WHAT IS REQUIRED:
Scan the records below for the string "ტექსელის" and return every line where it appears.

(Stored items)

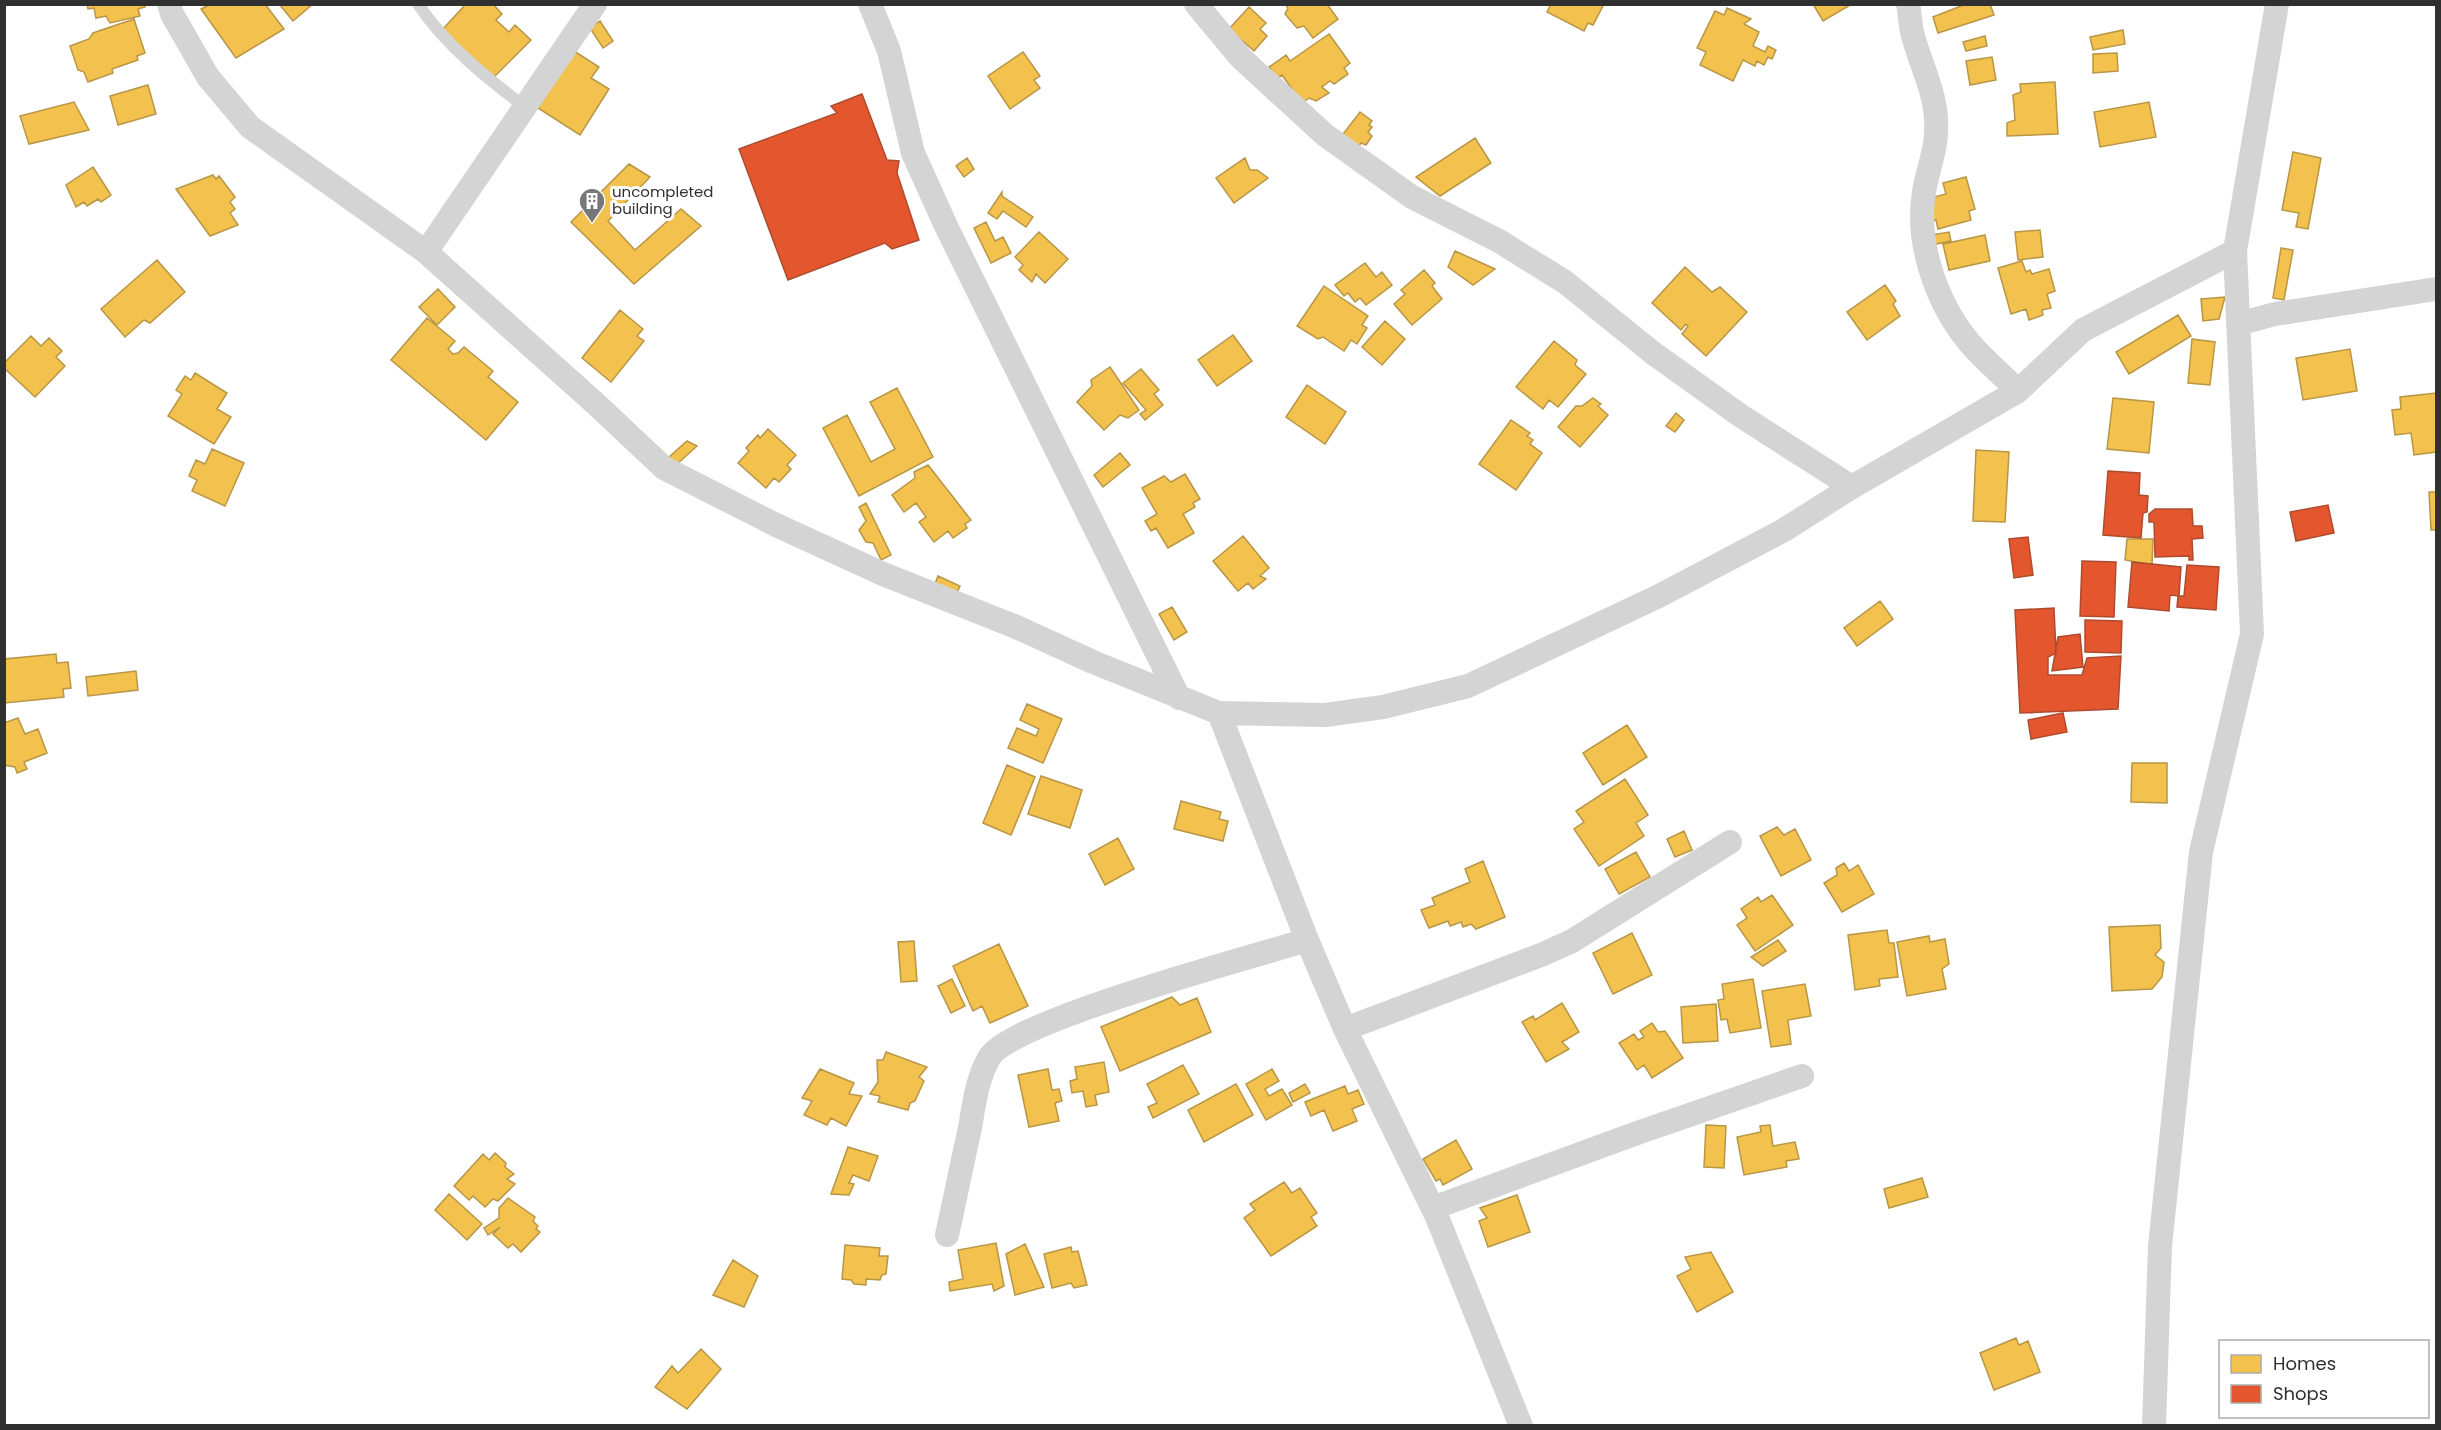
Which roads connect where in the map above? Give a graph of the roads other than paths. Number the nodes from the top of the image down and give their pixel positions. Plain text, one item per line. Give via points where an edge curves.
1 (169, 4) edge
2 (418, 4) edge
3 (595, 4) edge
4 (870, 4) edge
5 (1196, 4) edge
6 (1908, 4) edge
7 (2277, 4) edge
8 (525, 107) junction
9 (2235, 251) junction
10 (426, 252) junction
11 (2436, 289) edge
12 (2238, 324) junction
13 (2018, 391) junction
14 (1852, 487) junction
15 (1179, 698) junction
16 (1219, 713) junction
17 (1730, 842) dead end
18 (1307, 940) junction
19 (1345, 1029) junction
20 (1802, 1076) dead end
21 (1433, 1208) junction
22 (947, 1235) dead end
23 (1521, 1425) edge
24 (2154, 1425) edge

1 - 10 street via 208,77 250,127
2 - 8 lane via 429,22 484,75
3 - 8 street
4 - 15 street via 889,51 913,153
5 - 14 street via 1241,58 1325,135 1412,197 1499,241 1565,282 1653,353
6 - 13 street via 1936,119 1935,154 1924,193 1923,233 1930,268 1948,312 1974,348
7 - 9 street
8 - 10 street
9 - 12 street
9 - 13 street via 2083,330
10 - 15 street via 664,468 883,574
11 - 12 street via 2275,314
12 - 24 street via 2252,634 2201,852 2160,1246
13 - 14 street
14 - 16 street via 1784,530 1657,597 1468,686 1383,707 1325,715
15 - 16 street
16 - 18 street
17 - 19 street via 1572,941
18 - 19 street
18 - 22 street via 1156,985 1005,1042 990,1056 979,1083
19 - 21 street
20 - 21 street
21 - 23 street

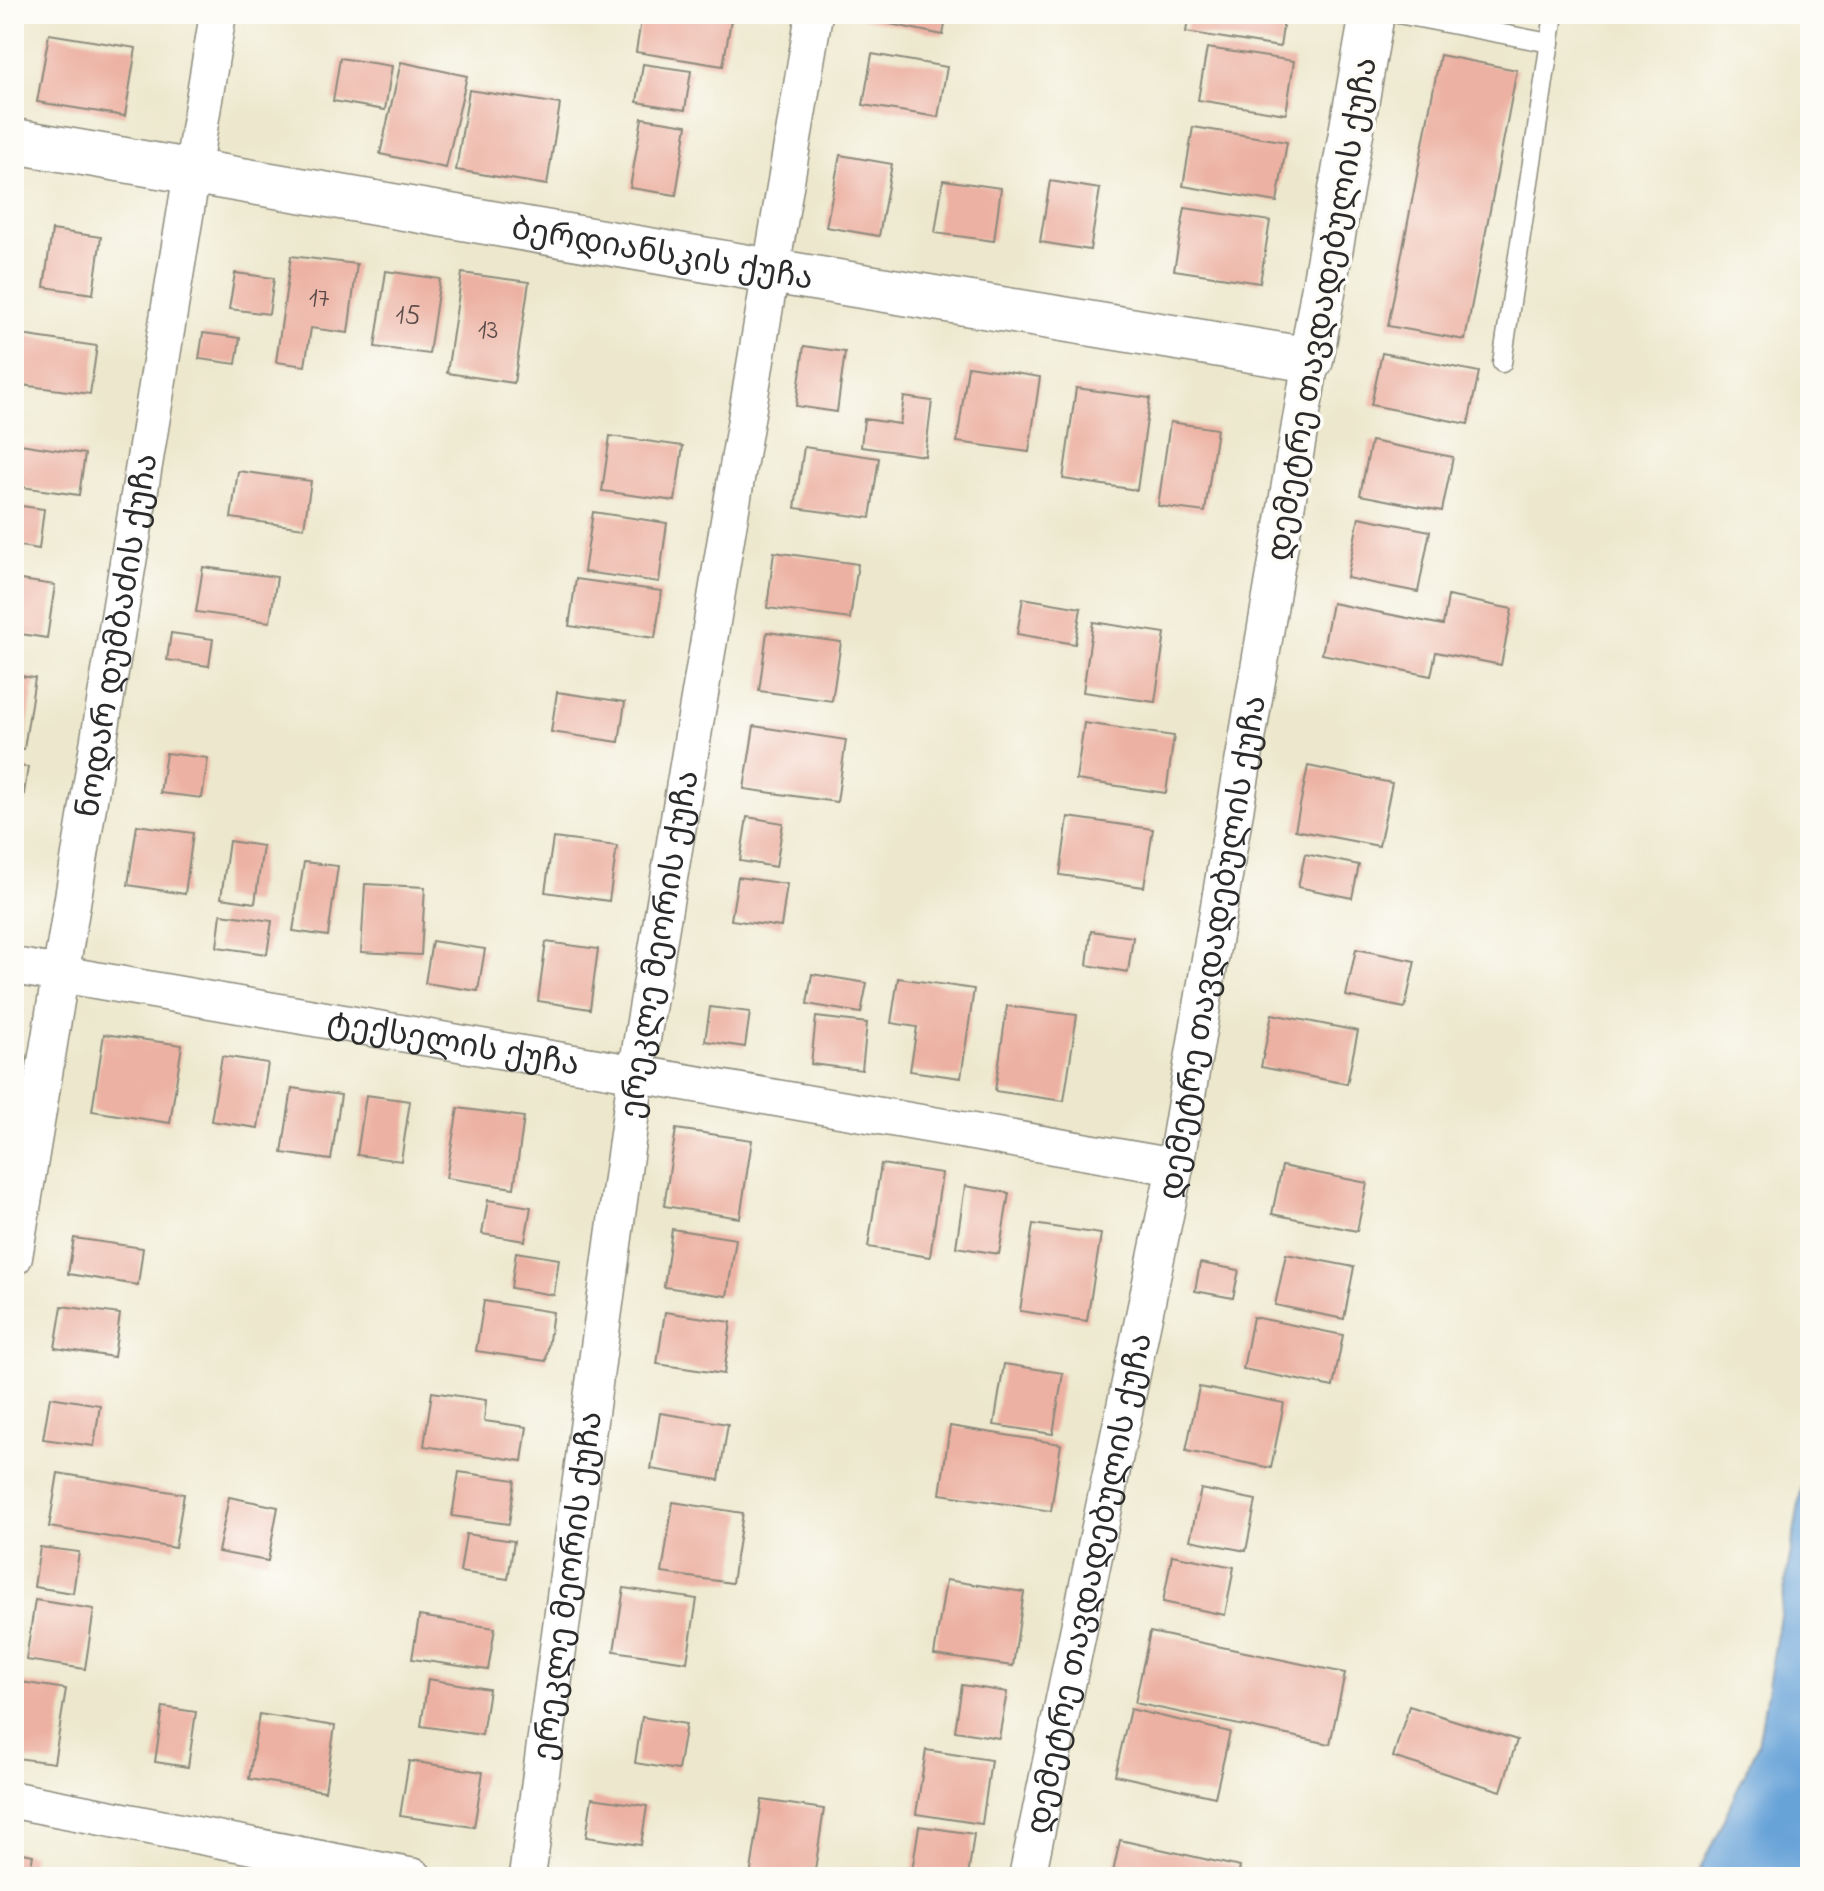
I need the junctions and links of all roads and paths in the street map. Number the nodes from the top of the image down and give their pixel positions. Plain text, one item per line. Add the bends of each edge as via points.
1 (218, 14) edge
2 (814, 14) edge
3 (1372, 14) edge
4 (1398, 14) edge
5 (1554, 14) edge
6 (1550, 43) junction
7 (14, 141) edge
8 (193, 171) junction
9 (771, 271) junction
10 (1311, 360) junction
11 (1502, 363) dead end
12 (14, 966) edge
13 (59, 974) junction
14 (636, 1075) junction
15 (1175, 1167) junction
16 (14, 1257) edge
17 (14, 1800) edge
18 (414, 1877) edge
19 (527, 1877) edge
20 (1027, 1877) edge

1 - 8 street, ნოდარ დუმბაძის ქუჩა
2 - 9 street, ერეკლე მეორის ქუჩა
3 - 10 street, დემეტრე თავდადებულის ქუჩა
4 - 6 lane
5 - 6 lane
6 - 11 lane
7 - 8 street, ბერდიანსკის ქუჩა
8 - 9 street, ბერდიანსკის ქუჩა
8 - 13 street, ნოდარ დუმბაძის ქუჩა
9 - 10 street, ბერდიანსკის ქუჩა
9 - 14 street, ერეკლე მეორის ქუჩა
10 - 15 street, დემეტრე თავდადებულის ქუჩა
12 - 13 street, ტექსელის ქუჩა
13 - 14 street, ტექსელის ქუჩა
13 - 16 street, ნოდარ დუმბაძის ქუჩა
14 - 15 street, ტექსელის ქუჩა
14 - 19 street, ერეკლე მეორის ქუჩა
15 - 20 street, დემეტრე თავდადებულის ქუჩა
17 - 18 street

RESULT OF THIS TASK:
12 - 13 street, ტექსელის ქუჩა
13 - 14 street, ტექსელის ქუჩა
14 - 15 street, ტექსელის ქუჩა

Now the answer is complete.